Но всякий, кто говорил о ней, прежде всего говорил о её внутреннем мире. Люди восхваляли её ум, её сильную волю и разносторонние познания. Живя в уединении, она всю свою любовь отдала книгам, изучала живые и древние языки, литературу, историю и нетерпеливо вторгалась в новые сферы, чтобы утолить ненасытную жажду знаний.
Фру Саломон утверждала, будто Якоба — вылитый отец.
И всё же из молодых людей и мужчин средних лет, которые ко времени первого визита Пера составляли круг постоянных друзей дома, большинство бывало здесь ради Нанни. И не потому лишь, что они почти единогласно признали её красавицей, но и потому, что считали, будто Нанни — как родная дочь Саломона — получит большую долю наследства, хотя Саломон в своё время усыновил и Якобу, и Ивэна. Вдобавок Якоба была не из тех, к кому можно подступиться с легкомысленными ухаживаниями. Она редко показывалась на людях и скрывала врожденную робость под оскорбительной холодностью.
На скромном семейном обеде в самом узком кругу, куда впервые попал Пер, кроме нескольких пожилых финансистов, присутствовали также поэт Поуль Бергер, кавалерийский офицер Хансен-Иверсен, кандидат словесности Баллинг и журналист Дюринг. Пер никого из них прежде не встречал, кроме Бергера, да и того с трудом узнал. Сей фанатичный богоборец и преданнейший последователь Натана сменил мефистофельскую бородку на более окладистую и завёл себе новое выражение лица. Теперь он больше всего походил на общепринятое изображение страждущего Христа; один из присутствующих по секрету сообщил Перу, что Бергер только и мечтал о таком сходстве. Из того же источника Пер узнал, что Бергер совсем недавно, к великому удивлению друзей, выпустил несколько религиозных стихотворений, с помощью которых надеялся разом убить двух зайцев — добиться благосклонности Нанни и вскарабкаться на датский Парнас.

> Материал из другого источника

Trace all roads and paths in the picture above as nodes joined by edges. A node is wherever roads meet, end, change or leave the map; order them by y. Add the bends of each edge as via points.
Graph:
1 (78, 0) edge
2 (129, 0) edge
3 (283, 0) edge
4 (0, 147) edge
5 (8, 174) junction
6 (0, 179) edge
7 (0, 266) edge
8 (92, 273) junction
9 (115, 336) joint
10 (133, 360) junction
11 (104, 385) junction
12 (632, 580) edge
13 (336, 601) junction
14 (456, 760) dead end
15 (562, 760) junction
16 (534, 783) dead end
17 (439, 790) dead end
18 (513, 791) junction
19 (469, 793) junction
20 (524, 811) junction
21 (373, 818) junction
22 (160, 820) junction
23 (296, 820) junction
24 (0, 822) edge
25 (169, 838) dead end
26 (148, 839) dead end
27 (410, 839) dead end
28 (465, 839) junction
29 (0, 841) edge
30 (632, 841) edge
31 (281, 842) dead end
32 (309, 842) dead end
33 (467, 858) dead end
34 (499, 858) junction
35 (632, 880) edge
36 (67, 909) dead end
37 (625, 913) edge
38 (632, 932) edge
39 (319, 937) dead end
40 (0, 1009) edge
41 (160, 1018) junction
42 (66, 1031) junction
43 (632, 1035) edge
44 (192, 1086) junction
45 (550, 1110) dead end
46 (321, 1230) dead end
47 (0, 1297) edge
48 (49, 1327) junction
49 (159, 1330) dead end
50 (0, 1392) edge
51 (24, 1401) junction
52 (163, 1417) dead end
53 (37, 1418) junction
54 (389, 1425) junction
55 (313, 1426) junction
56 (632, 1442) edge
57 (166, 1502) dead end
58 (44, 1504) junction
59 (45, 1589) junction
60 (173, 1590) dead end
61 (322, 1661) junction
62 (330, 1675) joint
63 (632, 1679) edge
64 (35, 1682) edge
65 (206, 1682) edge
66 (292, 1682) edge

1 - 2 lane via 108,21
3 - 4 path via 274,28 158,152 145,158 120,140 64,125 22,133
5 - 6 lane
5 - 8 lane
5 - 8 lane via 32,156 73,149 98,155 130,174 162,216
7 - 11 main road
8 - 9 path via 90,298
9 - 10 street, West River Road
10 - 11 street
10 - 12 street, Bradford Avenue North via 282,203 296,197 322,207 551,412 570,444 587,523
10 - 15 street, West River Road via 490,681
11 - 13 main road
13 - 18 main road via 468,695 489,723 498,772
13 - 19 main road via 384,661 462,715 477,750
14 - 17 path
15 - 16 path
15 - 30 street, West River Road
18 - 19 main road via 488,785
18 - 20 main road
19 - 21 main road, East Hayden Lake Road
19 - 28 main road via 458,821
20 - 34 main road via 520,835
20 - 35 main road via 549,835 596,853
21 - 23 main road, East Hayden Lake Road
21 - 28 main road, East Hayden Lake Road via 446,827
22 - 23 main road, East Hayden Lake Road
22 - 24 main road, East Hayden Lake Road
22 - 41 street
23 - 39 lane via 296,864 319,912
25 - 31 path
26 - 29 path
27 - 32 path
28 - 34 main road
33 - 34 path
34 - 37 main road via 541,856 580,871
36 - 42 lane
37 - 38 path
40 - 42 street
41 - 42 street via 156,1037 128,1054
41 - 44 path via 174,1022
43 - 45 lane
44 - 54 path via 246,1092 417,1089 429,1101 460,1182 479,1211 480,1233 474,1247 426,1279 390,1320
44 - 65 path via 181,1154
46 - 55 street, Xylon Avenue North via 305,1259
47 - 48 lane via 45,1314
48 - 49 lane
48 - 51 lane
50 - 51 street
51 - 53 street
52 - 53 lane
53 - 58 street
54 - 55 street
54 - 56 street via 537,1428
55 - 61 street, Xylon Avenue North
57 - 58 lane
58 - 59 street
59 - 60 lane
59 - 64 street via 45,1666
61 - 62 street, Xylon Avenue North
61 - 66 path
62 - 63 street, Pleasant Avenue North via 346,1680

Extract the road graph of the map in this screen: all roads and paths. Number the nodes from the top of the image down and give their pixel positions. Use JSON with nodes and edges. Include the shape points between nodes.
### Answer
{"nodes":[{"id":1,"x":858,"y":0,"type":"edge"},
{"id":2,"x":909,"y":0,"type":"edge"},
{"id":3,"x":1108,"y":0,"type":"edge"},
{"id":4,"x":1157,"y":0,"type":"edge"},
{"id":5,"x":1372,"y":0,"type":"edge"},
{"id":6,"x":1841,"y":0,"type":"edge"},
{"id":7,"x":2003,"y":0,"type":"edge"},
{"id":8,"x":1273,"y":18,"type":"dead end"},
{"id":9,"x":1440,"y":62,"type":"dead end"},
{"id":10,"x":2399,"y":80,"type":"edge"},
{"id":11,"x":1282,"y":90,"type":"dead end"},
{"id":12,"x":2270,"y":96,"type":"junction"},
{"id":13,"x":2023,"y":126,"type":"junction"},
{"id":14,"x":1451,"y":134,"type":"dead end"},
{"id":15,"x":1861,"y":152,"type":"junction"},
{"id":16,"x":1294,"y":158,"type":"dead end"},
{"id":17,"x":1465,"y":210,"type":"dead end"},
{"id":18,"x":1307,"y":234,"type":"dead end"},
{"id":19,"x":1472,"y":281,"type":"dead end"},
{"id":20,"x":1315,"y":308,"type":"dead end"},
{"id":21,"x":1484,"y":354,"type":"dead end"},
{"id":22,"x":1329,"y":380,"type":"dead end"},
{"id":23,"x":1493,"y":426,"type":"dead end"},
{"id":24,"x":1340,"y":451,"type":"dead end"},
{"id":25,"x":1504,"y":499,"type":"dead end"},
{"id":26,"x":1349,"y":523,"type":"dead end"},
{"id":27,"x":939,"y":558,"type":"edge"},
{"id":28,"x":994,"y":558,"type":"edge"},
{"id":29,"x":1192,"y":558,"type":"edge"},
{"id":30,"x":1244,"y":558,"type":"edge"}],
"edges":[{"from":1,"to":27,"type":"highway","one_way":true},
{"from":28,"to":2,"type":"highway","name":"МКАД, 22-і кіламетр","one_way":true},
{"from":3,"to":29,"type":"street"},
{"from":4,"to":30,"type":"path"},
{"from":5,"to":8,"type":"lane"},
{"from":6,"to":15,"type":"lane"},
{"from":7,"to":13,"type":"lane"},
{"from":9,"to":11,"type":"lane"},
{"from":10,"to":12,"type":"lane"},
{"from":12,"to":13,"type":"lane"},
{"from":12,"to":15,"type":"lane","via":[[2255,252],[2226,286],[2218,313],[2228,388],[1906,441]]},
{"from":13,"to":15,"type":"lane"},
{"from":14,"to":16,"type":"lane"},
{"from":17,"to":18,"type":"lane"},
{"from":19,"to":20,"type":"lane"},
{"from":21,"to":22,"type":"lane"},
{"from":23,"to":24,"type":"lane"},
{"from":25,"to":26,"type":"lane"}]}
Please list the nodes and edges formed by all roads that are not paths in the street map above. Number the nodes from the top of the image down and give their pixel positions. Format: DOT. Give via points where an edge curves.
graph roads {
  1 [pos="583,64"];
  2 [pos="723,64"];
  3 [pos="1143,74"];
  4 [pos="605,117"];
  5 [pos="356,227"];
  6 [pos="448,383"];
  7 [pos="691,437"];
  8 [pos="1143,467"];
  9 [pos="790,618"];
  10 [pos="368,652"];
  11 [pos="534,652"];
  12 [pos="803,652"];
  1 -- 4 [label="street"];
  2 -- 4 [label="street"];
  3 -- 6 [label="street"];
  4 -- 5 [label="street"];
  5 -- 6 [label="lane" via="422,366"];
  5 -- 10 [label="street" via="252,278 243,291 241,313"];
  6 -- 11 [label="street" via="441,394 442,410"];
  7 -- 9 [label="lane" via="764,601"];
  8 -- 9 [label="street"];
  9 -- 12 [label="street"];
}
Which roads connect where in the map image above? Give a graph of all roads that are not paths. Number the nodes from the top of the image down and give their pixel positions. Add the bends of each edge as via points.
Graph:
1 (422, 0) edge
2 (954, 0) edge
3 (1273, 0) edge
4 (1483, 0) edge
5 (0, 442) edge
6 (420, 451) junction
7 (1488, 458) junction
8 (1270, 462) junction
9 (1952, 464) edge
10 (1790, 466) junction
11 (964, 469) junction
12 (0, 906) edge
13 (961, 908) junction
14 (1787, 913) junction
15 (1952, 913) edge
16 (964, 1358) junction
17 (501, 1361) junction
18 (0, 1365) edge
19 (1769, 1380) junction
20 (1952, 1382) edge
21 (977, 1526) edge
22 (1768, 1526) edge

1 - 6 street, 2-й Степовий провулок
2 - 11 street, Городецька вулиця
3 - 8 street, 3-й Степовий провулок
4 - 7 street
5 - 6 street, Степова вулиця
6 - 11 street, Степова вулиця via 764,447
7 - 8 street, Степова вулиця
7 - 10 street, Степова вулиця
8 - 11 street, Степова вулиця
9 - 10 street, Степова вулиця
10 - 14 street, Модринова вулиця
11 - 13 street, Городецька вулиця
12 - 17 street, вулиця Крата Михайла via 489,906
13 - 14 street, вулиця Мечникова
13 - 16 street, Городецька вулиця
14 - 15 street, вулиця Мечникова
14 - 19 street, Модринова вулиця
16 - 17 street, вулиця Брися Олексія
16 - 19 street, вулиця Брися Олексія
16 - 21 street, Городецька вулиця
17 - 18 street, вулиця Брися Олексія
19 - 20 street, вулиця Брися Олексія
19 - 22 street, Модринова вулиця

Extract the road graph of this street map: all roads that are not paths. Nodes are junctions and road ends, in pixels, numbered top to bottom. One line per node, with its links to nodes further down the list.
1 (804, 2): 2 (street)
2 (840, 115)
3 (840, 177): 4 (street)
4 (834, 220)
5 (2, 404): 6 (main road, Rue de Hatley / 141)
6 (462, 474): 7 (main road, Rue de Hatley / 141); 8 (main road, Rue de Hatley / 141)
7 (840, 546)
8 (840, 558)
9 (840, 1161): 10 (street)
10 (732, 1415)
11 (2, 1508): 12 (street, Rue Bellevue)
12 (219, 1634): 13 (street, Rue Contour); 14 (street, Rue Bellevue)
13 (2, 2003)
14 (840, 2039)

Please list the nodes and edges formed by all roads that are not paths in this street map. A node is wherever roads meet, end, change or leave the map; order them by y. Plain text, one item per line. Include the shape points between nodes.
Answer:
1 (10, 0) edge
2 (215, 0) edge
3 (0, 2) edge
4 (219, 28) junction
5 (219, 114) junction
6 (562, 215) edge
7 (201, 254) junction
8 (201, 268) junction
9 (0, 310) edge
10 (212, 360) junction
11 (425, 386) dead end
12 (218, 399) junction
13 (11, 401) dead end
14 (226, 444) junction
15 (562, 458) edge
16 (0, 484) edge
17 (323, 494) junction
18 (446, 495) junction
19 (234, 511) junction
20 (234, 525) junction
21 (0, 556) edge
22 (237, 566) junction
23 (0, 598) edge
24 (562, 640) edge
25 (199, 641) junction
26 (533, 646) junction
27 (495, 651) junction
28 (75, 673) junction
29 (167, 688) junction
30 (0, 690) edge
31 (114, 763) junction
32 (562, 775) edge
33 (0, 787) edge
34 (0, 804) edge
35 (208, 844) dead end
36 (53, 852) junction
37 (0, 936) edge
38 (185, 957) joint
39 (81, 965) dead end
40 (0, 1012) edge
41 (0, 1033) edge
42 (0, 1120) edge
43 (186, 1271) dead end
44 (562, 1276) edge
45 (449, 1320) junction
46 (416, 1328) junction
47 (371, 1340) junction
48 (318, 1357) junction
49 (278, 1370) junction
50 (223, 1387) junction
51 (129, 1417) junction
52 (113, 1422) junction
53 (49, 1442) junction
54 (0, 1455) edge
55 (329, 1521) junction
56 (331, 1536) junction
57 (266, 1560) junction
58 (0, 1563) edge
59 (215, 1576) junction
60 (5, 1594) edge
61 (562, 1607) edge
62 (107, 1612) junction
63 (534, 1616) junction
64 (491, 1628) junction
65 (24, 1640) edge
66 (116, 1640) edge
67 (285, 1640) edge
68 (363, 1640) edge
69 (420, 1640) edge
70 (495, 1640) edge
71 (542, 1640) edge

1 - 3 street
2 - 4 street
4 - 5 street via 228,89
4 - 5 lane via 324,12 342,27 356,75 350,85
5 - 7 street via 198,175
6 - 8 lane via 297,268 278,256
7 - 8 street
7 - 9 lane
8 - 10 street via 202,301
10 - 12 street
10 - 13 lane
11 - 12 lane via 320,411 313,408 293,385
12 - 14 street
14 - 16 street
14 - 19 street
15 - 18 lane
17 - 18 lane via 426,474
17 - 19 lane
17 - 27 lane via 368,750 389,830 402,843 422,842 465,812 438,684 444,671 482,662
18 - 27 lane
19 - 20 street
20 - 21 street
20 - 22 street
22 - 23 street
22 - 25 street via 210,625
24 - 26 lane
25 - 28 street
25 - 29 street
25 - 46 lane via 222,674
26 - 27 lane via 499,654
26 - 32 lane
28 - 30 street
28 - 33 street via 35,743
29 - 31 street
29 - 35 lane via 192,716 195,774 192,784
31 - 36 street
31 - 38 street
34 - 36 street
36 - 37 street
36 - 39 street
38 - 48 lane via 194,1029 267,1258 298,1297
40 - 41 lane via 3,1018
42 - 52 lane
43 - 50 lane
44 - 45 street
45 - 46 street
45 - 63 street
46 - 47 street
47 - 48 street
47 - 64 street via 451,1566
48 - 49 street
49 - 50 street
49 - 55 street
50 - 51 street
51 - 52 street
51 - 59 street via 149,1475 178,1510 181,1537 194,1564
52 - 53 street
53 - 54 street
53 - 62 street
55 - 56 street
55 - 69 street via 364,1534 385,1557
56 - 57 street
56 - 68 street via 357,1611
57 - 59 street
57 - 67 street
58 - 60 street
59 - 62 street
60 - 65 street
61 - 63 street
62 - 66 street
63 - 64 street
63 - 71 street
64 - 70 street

Кандидат Баллинг, от которого Пер и получил эти ценные сведения, тоже принадлежал к литературной среде, но был не поэтом, а литературоведом. Это был тонкий, как глиста, долговязый юноша с львиной гривой и лицом плоским и невыразительным, как блин. Ударившийся в благочестие поэт, со своей стороны, не преминул в укромном уголке сообщить Перу, что Баллинг — беспросветный идиот, который помешался на своём докторе Натане и теперь тоже хочет стать гением и первооткрывателем великих истин, но пока не нажил на этом деле ничего, кроме катара желудка. Никто, конечно, не стал бы отрицать, что Баллинг очень начитан, что он проглотил не одну библиотеку, что он нафарширован всевозможными цитатами и что, чуть до него дотронешься, из него тотчас же сыплется чья-нибудь чужая премудрость, короче, что он — идеальный представитель породы книжных червей, которые присасываются к литературе, словно пьявки, высасывают из неё живую и тёплую кровь, а сами так и остаются холодными и скользкими. Год назад вышла книга Баллинга об античной трагедии, и поскольку книга была тепло встречена печатью, Ивэн тут же приложил героические усилия, чтобы залучить Баллинга в свой дом.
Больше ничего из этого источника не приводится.